Dataset items
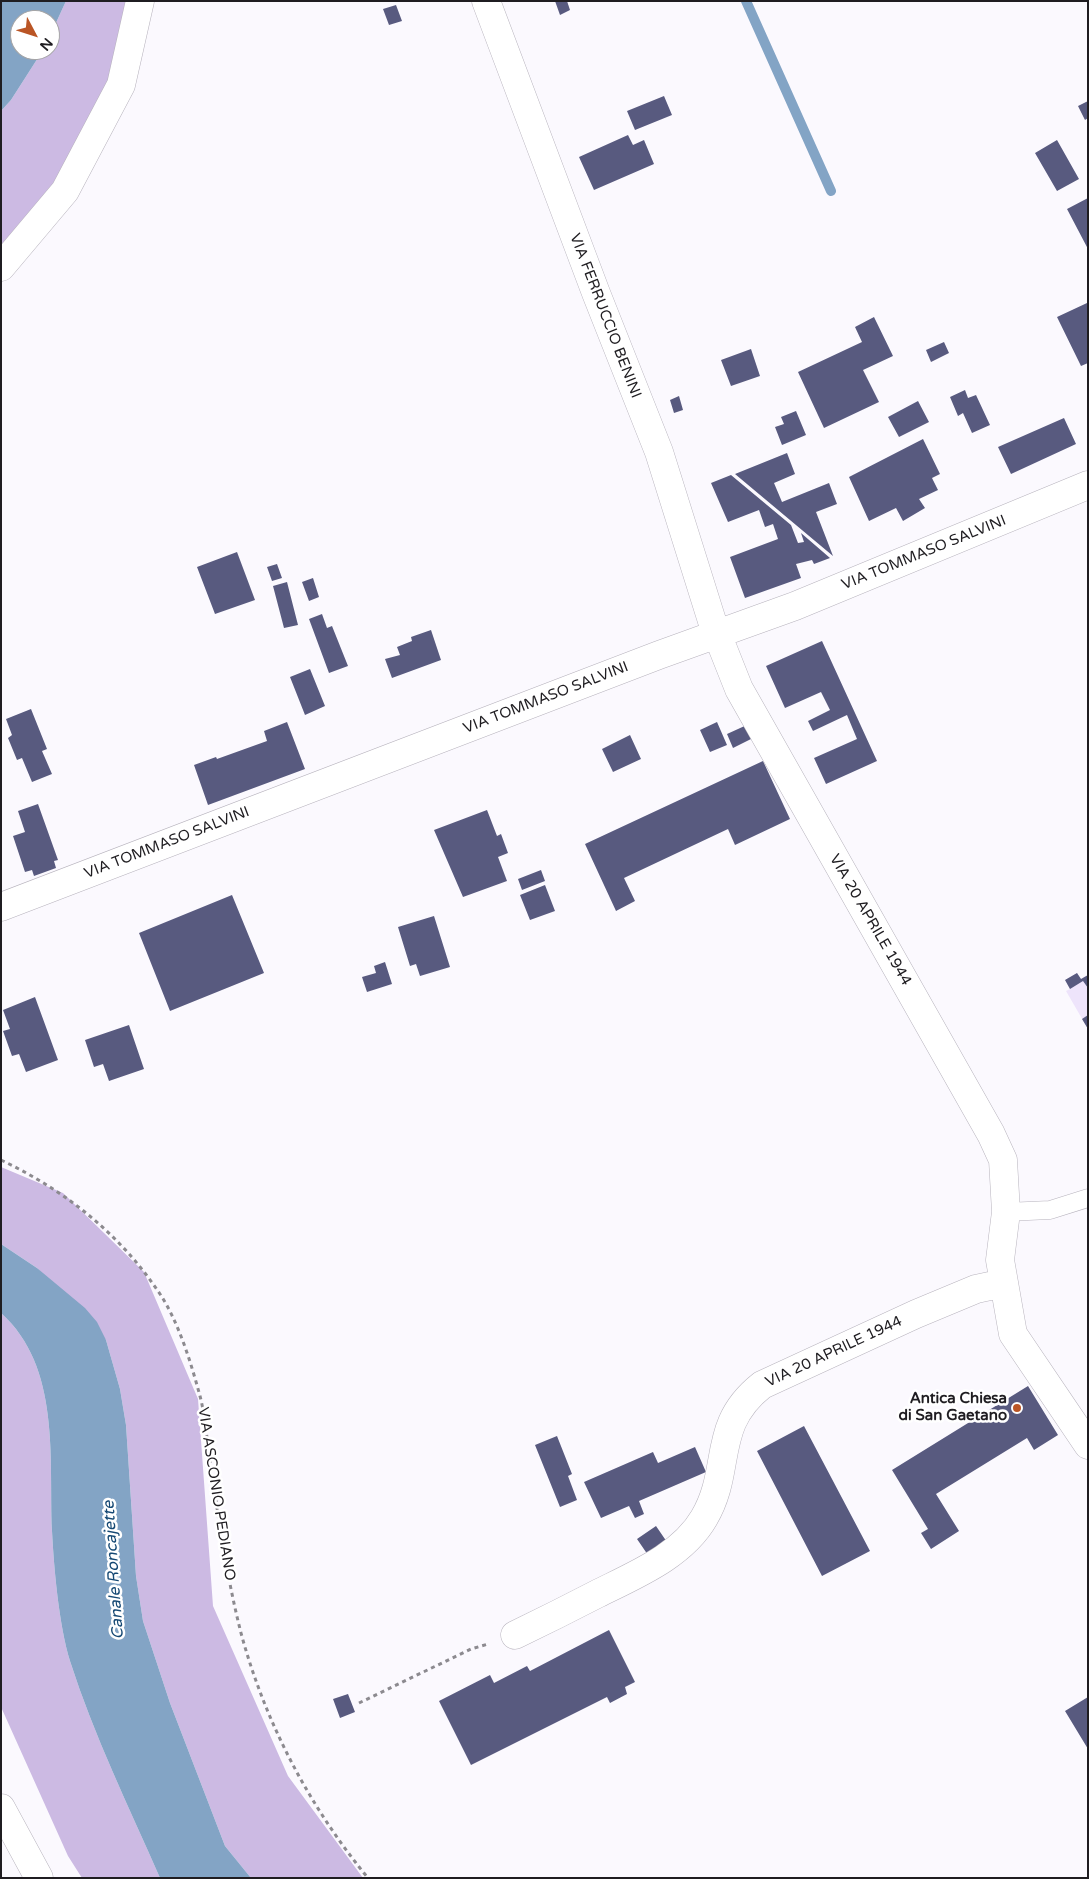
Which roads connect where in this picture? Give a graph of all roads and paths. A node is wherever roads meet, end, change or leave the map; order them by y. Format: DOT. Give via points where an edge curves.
graph roads {
  1 [pos="140,1"];
  2 [pos="486,1"];
  3 [pos="1,267"];
  4 [pos="1088,485"];
  5 [pos="717,633"];
  6 [pos="1,907"];
  7 [pos="1,1160"];
  8 [pos="1088,1198"];
  9 [pos="1006,1212"];
  10 [pos="1004,1283"];
  11 [pos="1088,1445"];
  12 [pos="515,1636"];
  13 [pos="359,1703"];
  14 [pos="1,1808"];
  15 [pos="39,1878"];
  16 [pos="368,1878"];
  1 -- 3 [label="street" via="121,85 65,191"];
  2 -- 5 [label="street, VIA FERRUCCIO BENINI" via="659,452"];
  4 -- 5 [label="street, VIA TOMMASO SALVINI" via="795,606"];
  5 -- 6 [label="street, VIA TOMMASO SALVINI"];
  5 -- 9 [label="street, VIA 20 APRILE 1944" via="738,689 991,1134 1003,1160"];
  7 -- 16 [label="path, VIA ASCONIO PEDIANO" via="33,1175 103,1226 161,1295 176,1327 200,1398 232,1596 252,1671 272,1722 313,1802"];
  8 -- 9 [label="lane" via="1050,1210"];
  9 -- 10 [label="street, VIA 20 APRILE 1944" via="1000,1260"];
  10 -- 11 [label="street, VIA 20 APRILE 1944" via="1013,1334"];
  10 -- 12 [label="street, VIA 20 APRILE 1944" via="976,1289 916,1314 762,1385 748,1396 733,1417 714,1499 703,1519 682,1544 644,1571"];
  12 -- 13 [label="path" via="471,1649"];
  14 -- 15 [label="street"];
}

*TASK DETAILS*.
Copy out, from the data above, every line holding the word "APRILE".

*EXERCISE RESULT*.
  5 -- 9 [label="street, VIA 20 APRILE 1944" via="738,689 991,1134 1003,1160"];
  9 -- 10 [label="street, VIA 20 APRILE 1944" via="1000,1260"];
  10 -- 11 [label="street, VIA 20 APRILE 1944" via="1013,1334"];
  10 -- 12 [label="street, VIA 20 APRILE 1944" via="976,1289 916,1314 762,1385 748,1396 733,1417 714,1499 703,1519 682,1544 644,1571"];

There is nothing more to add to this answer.